• [YOUR GOAL]: Each record should be copied exactly into the answer, and no picture should go with it.

Dataset entries:
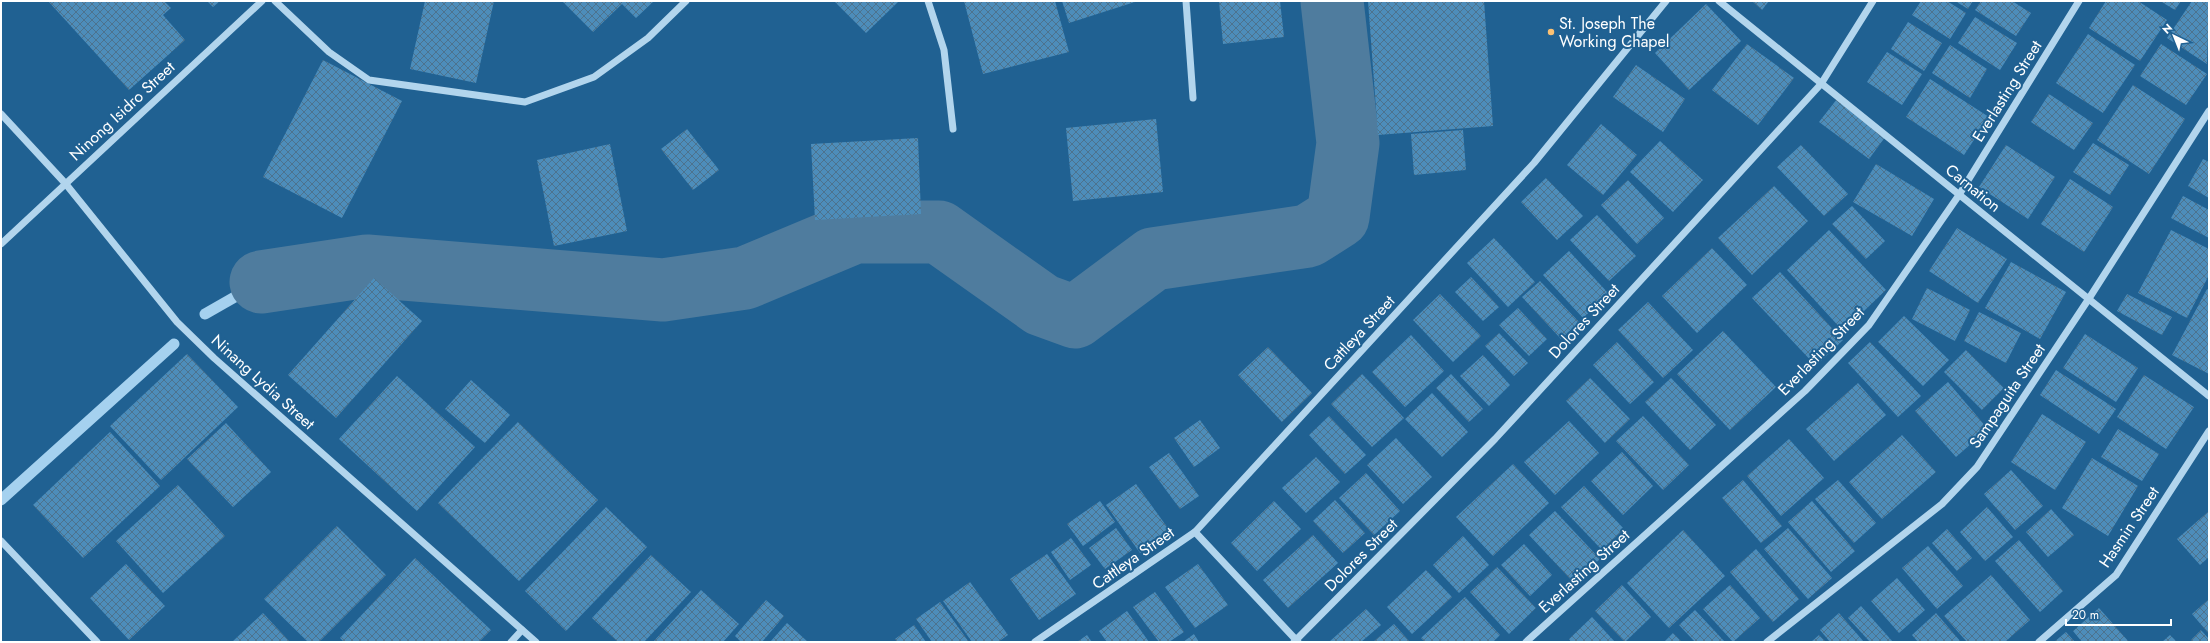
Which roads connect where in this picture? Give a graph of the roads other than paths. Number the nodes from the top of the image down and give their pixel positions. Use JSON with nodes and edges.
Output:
{"nodes":[{"id":1,"x":262,"y":1,"type":"edge"},
{"id":2,"x":275,"y":1,"type":"edge"},
{"id":3,"x":686,"y":1,"type":"edge"},
{"id":4,"x":928,"y":1,"type":"edge"},
{"id":5,"x":1186,"y":1,"type":"edge"},
{"id":6,"x":1666,"y":1,"type":"edge"},
{"id":7,"x":1719,"y":1,"type":"edge"},
{"id":8,"x":1873,"y":1,"type":"edge"},
{"id":9,"x":2079,"y":1,"type":"edge"},
{"id":10,"x":1822,"y":84,"type":"junction"},
{"id":11,"x":1193,"y":98,"type":"dead end"},
{"id":12,"x":2209,"y":111,"type":"edge"},
{"id":13,"x":1,"y":114,"type":"edge"},
{"id":14,"x":953,"y":129,"type":"dead end"},
{"id":15,"x":65,"y":183,"type":"junction"},
{"id":16,"x":1959,"y":195,"type":"junction"},
{"id":17,"x":1,"y":244,"type":"edge"},
{"id":18,"x":2088,"y":300,"type":"junction"},
{"id":19,"x":2209,"y":396,"type":"edge"},
{"id":20,"x":2209,"y":431,"type":"edge"},
{"id":21,"x":1196,"y":532,"type":"junction"},
{"id":22,"x":1,"y":541,"type":"edge"},
{"id":23,"x":522,"y":630,"type":"junction"},
{"id":24,"x":97,"y":642,"type":"edge"},
{"id":25,"x":510,"y":642,"type":"edge"},
{"id":26,"x":536,"y":642,"type":"edge"},
{"id":27,"x":1035,"y":642,"type":"edge"},
{"id":28,"x":1296,"y":642,"type":"edge"},
{"id":29,"x":1526,"y":642,"type":"edge"},
{"id":30,"x":1767,"y":642,"type":"edge"},
{"id":31,"x":2039,"y":642,"type":"edge"}],
"edges":[{"from":1,"to":15,"type":"street","name":"Ninong Isidro Street"},
{"from":2,"to":3,"type":"street"},
{"from":4,"to":14,"type":"street"},
{"from":5,"to":11,"type":"street"},
{"from":6,"to":21,"type":"street","name":"Cattleya Street"},
{"from":7,"to":10,"type":"street","name":"Carnation"},
{"from":8,"to":10,"type":"street","name":"Dolores Street"},
{"from":9,"to":16,"type":"street","name":"Everlasting Street"},
{"from":10,"to":16,"type":"street","name":"Carnation"},
{"from":10,"to":28,"type":"street","name":"Dolores Street"},
{"from":12,"to":18,"type":"street","name":"Sampaguita Street"},
{"from":13,"to":15,"type":"street","name":"Ninang Lydia Street"},
{"from":15,"to":17,"type":"street","name":"Ninong Isidro Street"},
{"from":15,"to":23,"type":"street","name":"Ninang Lydia Street"},
{"from":16,"to":18,"type":"street","name":"Carnation"},
{"from":16,"to":29,"type":"street","name":"Everlasting Street"},
{"from":18,"to":19,"type":"street","name":"Carnation"},
{"from":18,"to":30,"type":"street","name":"Sampaguita Street"},
{"from":20,"to":31,"type":"street","name":"Hasmin Street"},
{"from":21,"to":27,"type":"street","name":"Cattleya Street"},
{"from":21,"to":28,"type":"street"},
{"from":22,"to":24,"type":"street"},
{"from":23,"to":25,"type":"street"},
{"from":23,"to":26,"type":"street","name":"Ninang Lydia Street"}]}
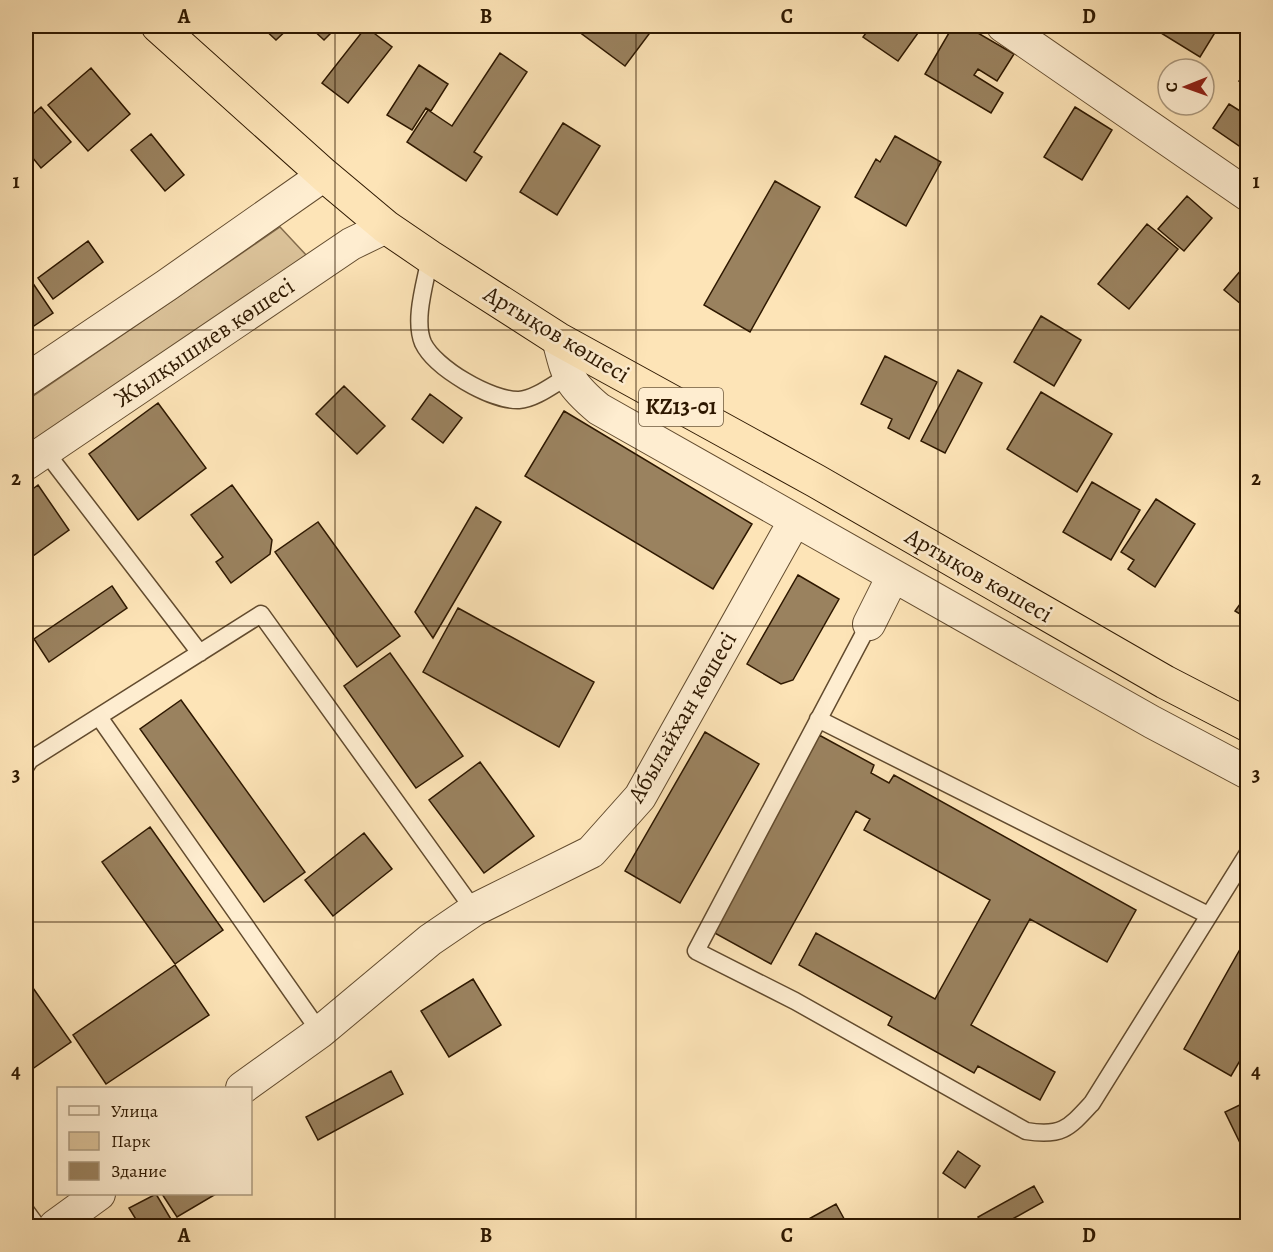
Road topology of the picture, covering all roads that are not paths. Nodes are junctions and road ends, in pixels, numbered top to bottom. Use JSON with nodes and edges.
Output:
{"nodes":[{"id":1,"x":158,"y":26,"type":"edge"},
{"id":2,"x":1003,"y":26,"type":"edge"},
{"id":3,"x":324,"y":175,"type":"junction"},
{"id":4,"x":1248,"y":195,"type":"edge"},
{"id":5,"x":386,"y":227,"type":"junction"},
{"id":6,"x":430,"y":257,"type":"junction"},
{"id":7,"x":558,"y":339,"type":"junction"},
{"id":8,"x":568,"y":376,"type":"junction"},
{"id":9,"x":26,"y":380,"type":"edge"},
{"id":10,"x":35,"y":457,"type":"edge"},
{"id":11,"x":795,"y":520,"type":"junction"},
{"id":12,"x":893,"y":576,"type":"junction"},
{"id":13,"x":869,"y":624,"type":"joint"},
{"id":14,"x":200,"y":653,"type":"junction"},
{"id":15,"x":99,"y":717,"type":"junction"},
{"id":16,"x":818,"y":719,"type":"junction"},
{"id":17,"x":1248,"y":725,"type":"edge"},
{"id":18,"x":26,"y":766,"type":"edge"},
{"id":19,"x":1248,"y":773,"type":"edge"},
{"id":20,"x":1248,"y":853,"type":"edge"},
{"id":21,"x":474,"y":910,"type":"junction"},
{"id":22,"x":1208,"y":915,"type":"junction"},
{"id":23,"x":320,"y":1032,"type":"junction"},
{"id":24,"x":245,"y":1087,"type":"edge"},
{"id":25,"x":98,"y":1195,"type":"edge"},
{"id":26,"x":26,"y":1211,"type":"edge"},
{"id":27,"x":37,"y":1227,"type":"edge"},
{"id":28,"x":55,"y":1227,"type":"edge"}],
"edges":[{"from":1,"to":3,"type":"highway","name":"Артықов көшесі","number":"KZ13-01"},
{"from":2,"to":4,"type":"street"},
{"from":3,"to":5,"type":"highway","name":"Артықов көшесі","number":"KZ13-01"},
{"from":3,"to":9,"type":"street"},
{"from":5,"to":6,"type":"highway","name":"Артықов көшесі","number":"KZ13-01"},
{"from":5,"to":10,"type":"street","name":"Жылқышиев көшесі"},
{"from":6,"to":7,"type":"highway","name":"Артықов көшесі","number":"KZ13-01"},
{"from":6,"to":8,"type":"lane"},
{"from":7,"to":8,"type":"street"},
{"from":7,"to":17,"type":"highway","name":"Артықов көшесі","number":"KZ13-01"},
{"from":8,"to":11,"type":"street"},
{"from":10,"to":14,"type":"lane"},
{"from":11,"to":12,"type":"street"},
{"from":11,"to":21,"type":"street","name":"Абылайхан көшесі"},
{"from":12,"to":13,"type":"street"},
{"from":12,"to":19,"type":"street"},
{"from":13,"to":16,"type":"lane"},
{"from":14,"to":15,"type":"lane"},
{"from":14,"to":21,"type":"lane"},
{"from":15,"to":18,"type":"lane"},
{"from":15,"to":23,"type":"lane"},
{"from":16,"to":22,"type":"lane"},
{"from":16,"to":22,"type":"lane"},
{"from":20,"to":22,"type":"lane"},
{"from":21,"to":23,"type":"street","name":"Абылайхан көшесі"},
{"from":23,"to":24,"type":"street","name":"Абылайхан көшесі"},
{"from":25,"to":28,"type":"street"},
{"from":26,"to":27,"type":"lane"}]}
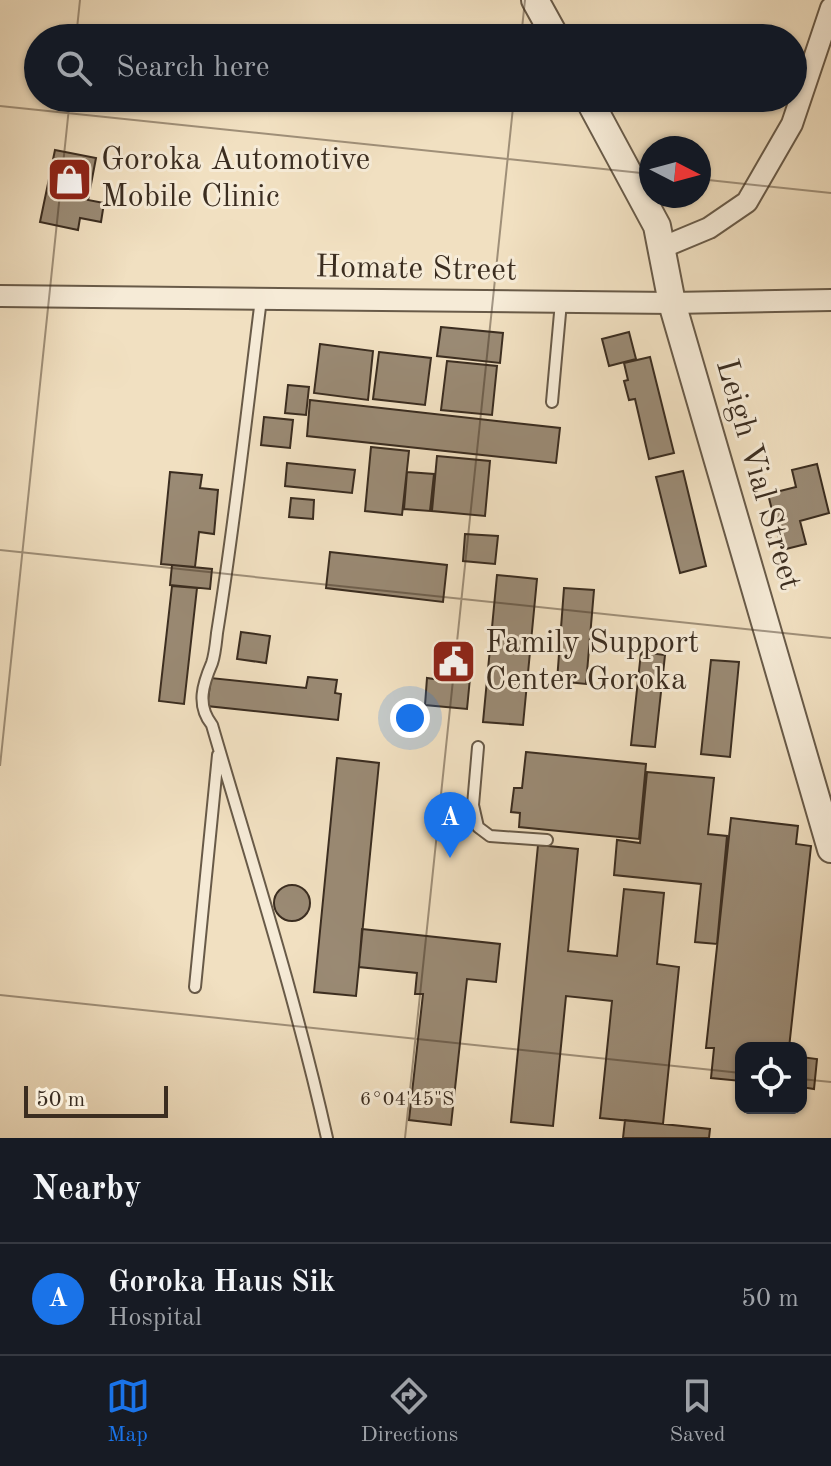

• [EXERCISE SOLUTION]:
Which roads connect where in this picture? Give a graph of the roads other than paths. Number the nodes from the top of the image down and give their pixel positions. Use JSON with nodes and edges.
Output:
{"nodes":[{"id":1,"x":262,"y":1,"type":"edge"},
{"id":2,"x":275,"y":1,"type":"edge"},
{"id":3,"x":686,"y":1,"type":"edge"},
{"id":4,"x":928,"y":1,"type":"edge"},
{"id":5,"x":1186,"y":1,"type":"edge"},
{"id":6,"x":1666,"y":1,"type":"edge"},
{"id":7,"x":1719,"y":1,"type":"edge"},
{"id":8,"x":1873,"y":1,"type":"edge"},
{"id":9,"x":2079,"y":1,"type":"edge"},
{"id":10,"x":1822,"y":84,"type":"junction"},
{"id":11,"x":1193,"y":98,"type":"dead end"},
{"id":12,"x":2209,"y":111,"type":"edge"},
{"id":13,"x":1,"y":114,"type":"edge"},
{"id":14,"x":953,"y":129,"type":"dead end"},
{"id":15,"x":65,"y":183,"type":"junction"},
{"id":16,"x":1959,"y":195,"type":"junction"},
{"id":17,"x":1,"y":244,"type":"edge"},
{"id":18,"x":2088,"y":300,"type":"junction"},
{"id":19,"x":2209,"y":396,"type":"edge"},
{"id":20,"x":2209,"y":431,"type":"edge"},
{"id":21,"x":1196,"y":532,"type":"junction"},
{"id":22,"x":1,"y":541,"type":"edge"},
{"id":23,"x":522,"y":630,"type":"junction"},
{"id":24,"x":97,"y":642,"type":"edge"},
{"id":25,"x":510,"y":642,"type":"edge"},
{"id":26,"x":536,"y":642,"type":"edge"},
{"id":27,"x":1035,"y":642,"type":"edge"},
{"id":28,"x":1296,"y":642,"type":"edge"},
{"id":29,"x":1526,"y":642,"type":"edge"},
{"id":30,"x":1767,"y":642,"type":"edge"},
{"id":31,"x":2039,"y":642,"type":"edge"}],
"edges":[{"from":1,"to":15,"type":"street","name":"Ninong Isidro Street"},
{"from":2,"to":3,"type":"street"},
{"from":4,"to":14,"type":"street"},
{"from":5,"to":11,"type":"street"},
{"from":6,"to":21,"type":"street","name":"Cattleya Street"},
{"from":7,"to":10,"type":"street","name":"Carnation"},
{"from":8,"to":10,"type":"street","name":"Dolores Street"},
{"from":9,"to":16,"type":"street","name":"Everlasting Street"},
{"from":10,"to":16,"type":"street","name":"Carnation"},
{"from":10,"to":28,"type":"street","name":"Dolores Street"},
{"from":12,"to":18,"type":"street","name":"Sampaguita Street"},
{"from":13,"to":15,"type":"street","name":"Ninang Lydia Street"},
{"from":15,"to":17,"type":"street","name":"Ninong Isidro Street"},
{"from":15,"to":23,"type":"street","name":"Ninang Lydia Street"},
{"from":16,"to":18,"type":"street","name":"Carnation"},
{"from":16,"to":29,"type":"street","name":"Everlasting Street"},
{"from":18,"to":19,"type":"street","name":"Carnation"},
{"from":18,"to":30,"type":"street","name":"Sampaguita Street"},
{"from":20,"to":31,"type":"street","name":"Hasmin Street"},
{"from":21,"to":27,"type":"street","name":"Cattleya Street"},
{"from":21,"to":28,"type":"street"},
{"from":22,"to":24,"type":"street"},
{"from":23,"to":25,"type":"street"},
{"from":23,"to":26,"type":"street","name":"Ninang Lydia Street"}]}
Road topology of the picture, covering all roads that are not paths. Nodes are junctions and road ends, in pixels, numbered top to bottom. Use JSON with nodes and edges.
Output:
{"nodes":[{"id":1,"x":158,"y":26,"type":"edge"},
{"id":2,"x":1003,"y":26,"type":"edge"},
{"id":3,"x":324,"y":175,"type":"junction"},
{"id":4,"x":1248,"y":195,"type":"edge"},
{"id":5,"x":386,"y":227,"type":"junction"},
{"id":6,"x":430,"y":257,"type":"junction"},
{"id":7,"x":558,"y":339,"type":"junction"},
{"id":8,"x":568,"y":376,"type":"junction"},
{"id":9,"x":26,"y":380,"type":"edge"},
{"id":10,"x":35,"y":457,"type":"edge"},
{"id":11,"x":795,"y":520,"type":"junction"},
{"id":12,"x":893,"y":576,"type":"junction"},
{"id":13,"x":869,"y":624,"type":"joint"},
{"id":14,"x":200,"y":653,"type":"junction"},
{"id":15,"x":99,"y":717,"type":"junction"},
{"id":16,"x":818,"y":719,"type":"junction"},
{"id":17,"x":1248,"y":725,"type":"edge"},
{"id":18,"x":26,"y":766,"type":"edge"},
{"id":19,"x":1248,"y":773,"type":"edge"},
{"id":20,"x":1248,"y":853,"type":"edge"},
{"id":21,"x":474,"y":910,"type":"junction"},
{"id":22,"x":1208,"y":915,"type":"junction"},
{"id":23,"x":320,"y":1032,"type":"junction"},
{"id":24,"x":245,"y":1087,"type":"edge"},
{"id":25,"x":98,"y":1195,"type":"edge"},
{"id":26,"x":26,"y":1211,"type":"edge"},
{"id":27,"x":37,"y":1227,"type":"edge"},
{"id":28,"x":55,"y":1227,"type":"edge"}],
"edges":[{"from":1,"to":3,"type":"highway","name":"Артықов көшесі","number":"KZ13-01"},
{"from":2,"to":4,"type":"street"},
{"from":3,"to":5,"type":"highway","name":"Артықов көшесі","number":"KZ13-01"},
{"from":3,"to":9,"type":"street"},
{"from":5,"to":6,"type":"highway","name":"Артықов көшесі","number":"KZ13-01"},
{"from":5,"to":10,"type":"street","name":"Жылқышиев көшесі"},
{"from":6,"to":7,"type":"highway","name":"Артықов көшесі","number":"KZ13-01"},
{"from":6,"to":8,"type":"lane"},
{"from":7,"to":8,"type":"street"},
{"from":7,"to":17,"type":"highway","name":"Артықов көшесі","number":"KZ13-01"},
{"from":8,"to":11,"type":"street"},
{"from":10,"to":14,"type":"lane"},
{"from":11,"to":12,"type":"street"},
{"from":11,"to":21,"type":"street","name":"Абылайхан көшесі"},
{"from":12,"to":13,"type":"street"},
{"from":12,"to":19,"type":"street"},
{"from":13,"to":16,"type":"lane"},
{"from":14,"to":15,"type":"lane"},
{"from":14,"to":21,"type":"lane"},
{"from":15,"to":18,"type":"lane"},
{"from":15,"to":23,"type":"lane"},
{"from":16,"to":22,"type":"lane"},
{"from":16,"to":22,"type":"lane"},
{"from":20,"to":22,"type":"lane"},
{"from":21,"to":23,"type":"street","name":"Абылайхан көшесі"},
{"from":23,"to":24,"type":"street","name":"Абылайхан көшесі"},
{"from":25,"to":28,"type":"street"},
{"from":26,"to":27,"type":"lane"}]}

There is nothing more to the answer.